UNC launching a student-produced news site

Coming November 1: reesenews.org.

Designed, developed, programmed and operated by students at UNC’s School of Journalism and Mass Communication, reesenews will be an information hub utilizing a mix of traditional and experimental reporting and story forms. Visitors to the site will be able to interact with in-depth and hyper-local journalism, quick-hit information and opinion across a broad range of topics.

Reesenews will explore the definition of journalistic content, which is expanding to include raw data, geo-location, database, gaming, animation and data visualization as means to foster greater understanding of issues by media users.

Articles, video, photographs, audio and interactive informational graphics will be provided by a host of sources: our 19-person student staff, dozens of free-lancers, the curriculum and the community.

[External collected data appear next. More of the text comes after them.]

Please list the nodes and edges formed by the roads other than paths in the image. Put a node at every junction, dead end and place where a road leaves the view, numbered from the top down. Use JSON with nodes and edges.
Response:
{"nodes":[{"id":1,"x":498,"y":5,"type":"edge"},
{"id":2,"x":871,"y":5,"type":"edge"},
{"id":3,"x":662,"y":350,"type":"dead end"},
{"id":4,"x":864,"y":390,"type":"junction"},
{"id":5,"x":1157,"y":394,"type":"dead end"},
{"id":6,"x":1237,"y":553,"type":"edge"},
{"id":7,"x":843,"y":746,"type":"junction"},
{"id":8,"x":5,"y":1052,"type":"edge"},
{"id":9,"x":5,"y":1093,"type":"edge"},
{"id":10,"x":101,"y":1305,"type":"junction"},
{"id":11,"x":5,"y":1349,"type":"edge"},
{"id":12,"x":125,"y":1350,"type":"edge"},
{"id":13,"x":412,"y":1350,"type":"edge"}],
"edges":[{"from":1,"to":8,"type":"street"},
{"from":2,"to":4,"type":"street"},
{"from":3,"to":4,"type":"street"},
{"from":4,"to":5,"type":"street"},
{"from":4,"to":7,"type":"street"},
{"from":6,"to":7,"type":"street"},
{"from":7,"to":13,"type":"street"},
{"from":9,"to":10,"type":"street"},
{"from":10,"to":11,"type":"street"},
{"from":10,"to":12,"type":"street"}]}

We will use this rich content as the foundation for audience research:

  • Using the principles of search engine optimization, search engine marketing and social media, we’ll experiment and study audience behavior patterns
  • Understanding and utilization of metrics and analytics to measure audience behavior and engagement as one of many tools for decision-making in an era of audience choice
  • The students will learn to break down real-time audience trends as the basis for decisions about the content displayed across multiple platforms
  • How the culture communicates: Facebook, Twitter, Foursquare and emerging social platforms
  • How we gather news: multimedia journalism, beatblogging, methods of crowdsourcing like directed reporting, collaborative reporting and open-source reporting
  • The form and function of information platforms: tablet technology, HTML5, the user experience.

The 19 members of the Reese Felts student staff fill roles ranging from managing editor to directors of content, audience engagement and interactive design to multimedia journalist to platform producer to multi-platform developer.

Reesenews, the browser-based site, will be followed quickly by smartphone and tablet applications to capture untethered audiences.